From one of our finest contemporary writers whose work has been praised by J.M. Coetzee, Ali Smith and Aminatta Forna, Leila Aboulela’s Elsewhere, Home offers us a rich tableau of life as an immigrant abroad.

A young woman’s encounter with a former classmate elicits painful reminders of her former life in Khartoum. A wealthy Sudanese student in Aberdeen begins an unlikely friendship with a Scottish man. A woman experiences an evolving relationship to her favourite writer, whose portrait of their shared culture both reflects and conflicts with her own sense of identity.

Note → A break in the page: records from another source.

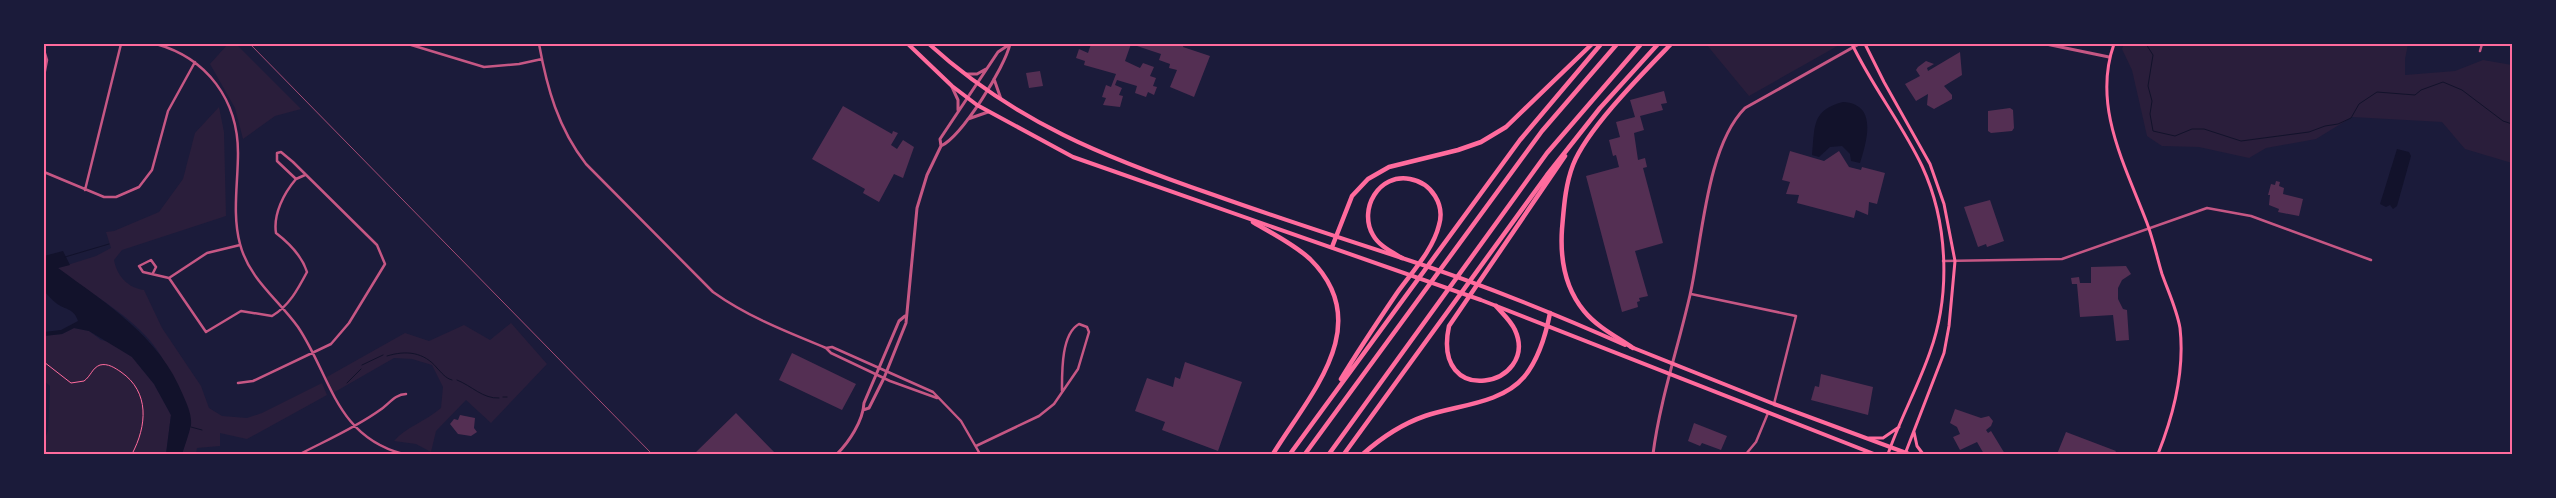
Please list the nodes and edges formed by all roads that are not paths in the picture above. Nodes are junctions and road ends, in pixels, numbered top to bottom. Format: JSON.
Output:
{"nodes":[{"id":1,"x":121,"y":44,"type":"edge"},
{"id":2,"x":156,"y":44,"type":"edge"},
{"id":3,"x":408,"y":44,"type":"edge"},
{"id":4,"x":539,"y":44,"type":"edge"},
{"id":5,"x":908,"y":44,"type":"edge"},
{"id":6,"x":929,"y":44,"type":"edge"},
{"id":7,"x":1592,"y":44,"type":"edge"},
{"id":8,"x":1601,"y":44,"type":"edge"},
{"id":9,"x":1617,"y":44,"type":"edge"},
{"id":10,"x":1641,"y":44,"type":"edge"},
{"id":11,"x":1658,"y":44,"type":"edge"},
{"id":12,"x":1671,"y":44,"type":"edge"},
{"id":13,"x":1859,"y":44,"type":"edge"},
{"id":14,"x":1865,"y":44,"type":"edge"},
{"id":15,"x":2046,"y":44,"type":"edge"},
{"id":16,"x":2114,"y":44,"type":"edge"},
{"id":17,"x":2482,"y":44,"type":"edge"},
{"id":18,"x":1853,"y":45,"type":"edge"},
{"id":19,"x":44,"y":50,"type":"edge"},
{"id":20,"x":2480,"y":51,"type":"dead end"},
{"id":21,"x":2109,"y":57,"type":"junction"},
{"id":22,"x":542,"y":59,"type":"junction"},
{"id":23,"x":195,"y":62,"type":"junction"},
{"id":24,"x":986,"y":69,"type":"junction"},
{"id":25,"x":962,"y":72,"type":"junction"},
{"id":26,"x":44,"y":76,"type":"edge"},
{"id":27,"x":994,"y":78,"type":"junction"},
{"id":28,"x":976,"y":84,"type":"junction"},
{"id":29,"x":952,"y":86,"type":"junction"},
{"id":30,"x":986,"y":90,"type":"junction"},
{"id":31,"x":966,"y":98,"type":"junction"},
{"id":32,"x":1002,"y":102,"type":"junction"},
{"id":33,"x":977,"y":105,"type":"junction"},
{"id":34,"x":958,"y":110,"type":"junction"},
{"id":35,"x":988,"y":112,"type":"junction"},
{"id":36,"x":967,"y":119,"type":"junction"},
{"id":37,"x":1584,"y":127,"type":"junction"},
{"id":38,"x":942,"y":146,"type":"junction"},
{"id":39,"x":44,"y":172,"type":"edge"},
{"id":40,"x":304,"y":174,"type":"junction"},
{"id":41,"x":296,"y":179,"type":"junction"},
{"id":42,"x":85,"y":190,"type":"junction"},
{"id":43,"x":1253,"y":222,"type":"junction"},
{"id":44,"x":2148,"y":228,"type":"junction"},
{"id":45,"x":1335,"y":236,"type":"junction"},
{"id":46,"x":240,"y":245,"type":"junction"},
{"id":47,"x":1332,"y":247,"type":"junction"},
{"id":48,"x":1402,"y":258,"type":"junction"},
{"id":49,"x":2371,"y":260,"type":"dead end"},
{"id":50,"x":1944,"y":261,"type":"junction"},
{"id":51,"x":1955,"y":261,"type":"junction"},
{"id":52,"x":153,"y":273,"type":"junction"},
{"id":53,"x":169,"y":278,"type":"junction"},
{"id":54,"x":1691,"y":294,"type":"junction"},
{"id":55,"x":1496,"y":306,"type":"junction"},
{"id":56,"x":282,"y":308,"type":"junction"},
{"id":57,"x":1550,"y":313,"type":"junction"},
{"id":58,"x":905,"y":316,"type":"junction"},
{"id":59,"x":1547,"y":326,"type":"junction"},
{"id":60,"x":826,"y":348,"type":"junction"},
{"id":61,"x":1633,"y":348,"type":"junction"},
{"id":62,"x":311,"y":353,"type":"junction"},
{"id":63,"x":879,"y":368,"type":"junction"},
{"id":64,"x":887,"y":371,"type":"junction"},
{"id":65,"x":876,"y":374,"type":"junction"},
{"id":66,"x":884,"y":378,"type":"junction"},
{"id":67,"x":238,"y":384,"type":"dead end"},
{"id":68,"x":1062,"y":391,"type":"junction"},
{"id":69,"x":406,"y":394,"type":"dead end"},
{"id":70,"x":937,"y":398,"type":"junction"},
{"id":71,"x":1774,"y":404,"type":"junction"},
{"id":72,"x":863,"y":410,"type":"junction"},
{"id":73,"x":1320,"y":412,"type":"junction"},
{"id":74,"x":1768,"y":413,"type":"junction"},
{"id":75,"x":354,"y":426,"type":"junction"},
{"id":76,"x":1899,"y":427,"type":"junction"},
{"id":77,"x":1914,"y":431,"type":"junction"},
{"id":78,"x":1858,"y":436,"type":"junction"},
{"id":79,"x":976,"y":446,"type":"junction"},
{"id":80,"x":1890,"y":448,"type":"junction"},
{"id":81,"x":1861,"y":450,"type":"junction"},
{"id":82,"x":392,"y":453,"type":"edge"},
{"id":83,"x":300,"y":454,"type":"edge"},
{"id":84,"x":403,"y":454,"type":"edge"},
{"id":85,"x":837,"y":454,"type":"edge"},
{"id":86,"x":980,"y":454,"type":"edge"},
{"id":87,"x":1273,"y":454,"type":"edge"},
{"id":88,"x":1290,"y":454,"type":"edge"},
{"id":89,"x":1304,"y":454,"type":"edge"},
{"id":90,"x":1329,"y":454,"type":"edge"},
{"id":91,"x":1344,"y":454,"type":"edge"},
{"id":92,"x":1363,"y":454,"type":"edge"},
{"id":93,"x":1653,"y":454,"type":"edge"},
{"id":94,"x":1746,"y":454,"type":"edge"},
{"id":95,"x":1866,"y":454,"type":"edge"},
{"id":96,"x":1874,"y":454,"type":"edge"},
{"id":97,"x":1888,"y":454,"type":"edge"},
{"id":98,"x":1907,"y":454,"type":"edge"},
{"id":99,"x":1923,"y":454,"type":"edge"},
{"id":100,"x":2158,"y":454,"type":"edge"}],
"edges":[{"from":1,"to":42,"type":"street"},
{"from":2,"to":23,"type":"street"},
{"from":3,"to":22,"type":"street"},
{"from":4,"to":22,"type":"street"},
{"from":5,"to":29,"type":"main road"},
{"from":6,"to":25,"type":"main road"},
{"from":7,"to":45,"type":"highway"},
{"from":8,"to":73,"type":"highway"},
{"from":9,"to":89,"type":"highway"},
{"from":10,"to":90,"type":"highway"},
{"from":11,"to":37,"type":"highway"},
{"from":12,"to":61,"type":"highway"},
{"from":13,"to":18,"type":"street"},
{"from":14,"to":51,"type":"main road"},
{"from":15,"to":21,"type":"street"},
{"from":16,"to":21,"type":"main road"},
{"from":17,"to":20,"type":"street"},
{"from":18,"to":50,"type":"main road"},
{"from":18,"to":54,"type":"street"},
{"from":19,"to":26,"type":"street"},
{"from":21,"to":44,"type":"main road"},
{"from":22,"to":60,"type":"street"},
{"from":23,"to":42,"type":"street"},
{"from":23,"to":46,"type":"street"},
{"from":24,"to":25,"type":"street"},
{"from":24,"to":27,"type":"street"},
{"from":24,"to":28,"type":"street"},
{"from":25,"to":28,"type":"main road"},
{"from":27,"to":30,"type":"street"},
{"from":27,"to":32,"type":"street"},
{"from":28,"to":30,"type":"main road"},
{"from":28,"to":31,"type":"street"},
{"from":29,"to":31,"type":"main road"},
{"from":29,"to":34,"type":"street"},
{"from":30,"to":32,"type":"main road"},
{"from":30,"to":33,"type":"street"},
{"from":31,"to":33,"type":"main road"},
{"from":31,"to":34,"type":"street"},
{"from":32,"to":45,"type":"main road"},
{"from":33,"to":35,"type":"main road"},
{"from":33,"to":36,"type":"street"},
{"from":34,"to":38,"type":"street"},
{"from":35,"to":36,"type":"street"},
{"from":35,"to":43,"type":"main road"},
{"from":36,"to":38,"type":"street"},
{"from":37,"to":55,"type":"highway"},
{"from":37,"to":91,"type":"highway"},
{"from":38,"to":58,"type":"street"},
{"from":39,"to":42,"type":"street"},
{"from":40,"to":41,"type":"street"},
{"from":40,"to":41,"type":"street"},
{"from":40,"to":62,"type":"street"},
{"from":41,"to":56,"type":"street"},
{"from":43,"to":47,"type":"main road"},
{"from":43,"to":87,"type":"highway"},
{"from":44,"to":49,"type":"street"},
{"from":44,"to":51,"type":"street"},
{"from":44,"to":100,"type":"main road"},
{"from":45,"to":47,"type":"highway"},
{"from":45,"to":48,"type":"main road"},
{"from":46,"to":53,"type":"street"},
{"from":46,"to":56,"type":"street"},
{"from":47,"to":55,"type":"main road"},
{"from":48,"to":57,"type":"main road"},
{"from":48,"to":73,"type":"highway"},
{"from":50,"to":51,"type":"street"},
{"from":50,"to":76,"type":"main road"},
{"from":51,"to":77,"type":"main road"},
{"from":52,"to":52,"type":"street"},
{"from":52,"to":53,"type":"street"},
{"from":53,"to":56,"type":"street"},
{"from":54,"to":71,"type":"street"},
{"from":54,"to":93,"type":"street"},
{"from":55,"to":59,"type":"main road"},
{"from":56,"to":62,"type":"street"},
{"from":57,"to":59,"type":"highway"},
{"from":57,"to":61,"type":"main road"},
{"from":58,"to":63,"type":"street"},
{"from":58,"to":64,"type":"street"},
{"from":59,"to":74,"type":"main road"},
{"from":59,"to":92,"type":"highway"},
{"from":60,"to":63,"type":"street"},
{"from":60,"to":65,"type":"street"},
{"from":61,"to":71,"type":"main road"},
{"from":62,"to":67,"type":"street"},
{"from":62,"to":75,"type":"street"},
{"from":63,"to":64,"type":"street"},
{"from":63,"to":65,"type":"street"},
{"from":64,"to":66,"type":"street"},
{"from":64,"to":70,"type":"street"},
{"from":65,"to":66,"type":"street"},
{"from":65,"to":72,"type":"street"},
{"from":66,"to":70,"type":"street"},
{"from":66,"to":72,"type":"street"},
{"from":68,"to":68,"type":"street"},
{"from":68,"to":79,"type":"street"},
{"from":69,"to":75,"type":"street"},
{"from":70,"to":79,"type":"street"},
{"from":71,"to":78,"type":"main road"},
{"from":72,"to":85,"type":"street"},
{"from":73,"to":88,"type":"highway"},
{"from":74,"to":81,"type":"main road"},
{"from":74,"to":94,"type":"street"},
{"from":75,"to":82,"type":"street"},
{"from":75,"to":83,"type":"street"},
{"from":76,"to":78,"type":"main road"},
{"from":76,"to":80,"type":"main road"},
{"from":77,"to":98,"type":"main road"},
{"from":77,"to":99,"type":"main road"},
{"from":78,"to":80,"type":"main road"},
{"from":79,"to":86,"type":"street"},
{"from":80,"to":97,"type":"main road"},
{"from":80,"to":98,"type":"main road"},
{"from":81,"to":95,"type":"main road"},
{"from":81,"to":96,"type":"main road"},
{"from":82,"to":84,"type":"street"}]}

Shuttling between the dusty, sun-baked streets of Khartoum and the university halls and cramped apartments of Aberdeen and London, Elsewhere, Home explores, with subtlety and restraint, the profound feelings of yearning, loss and alienation that come with leaving one’s homeland in pursuit of a different life.

Literandra Review:

The red thread that weaves itself through the stories is the notion of ‘home’ and what it means to the characters. Leila Aboulela explores these vast and complex concepts of ‘home’ and ‘belonging’ through her characters’ stories, backgrounds, ethnicities and religions.

One of my favourite stories is ‘Something Old, Something New’. It depicts, with sharp yet forgiving eyes, the difficulties faced by a mixed couple’s journey through life and cultural complexities. Aboulela wonderfully portrays Khartoum and its people, the hurdles culture and traditions can pose to young love, hurdles that even religion cannot seem to bridge. This story felt deeply personal yet poignantly universal. It alluded to historical context and baggage as much as it alluded to universal and human traits we all share regardless of our origins.

There was not one story I did not love and appreciate, if for nothing else, for the poetic yet direct prose. Aboulela’s writing is delicious, like a complex yet homely dish made by a trusted relative who swears that making it is simple, while you know that only certain people, with special affinities, could ever make a dish this elaborate.

Special thanks to Saqi Books for sending a copy to me. I’m ever grateful because I probably wouldn’t have picked this one up on my own, and thus would have missed out on this unmissable read.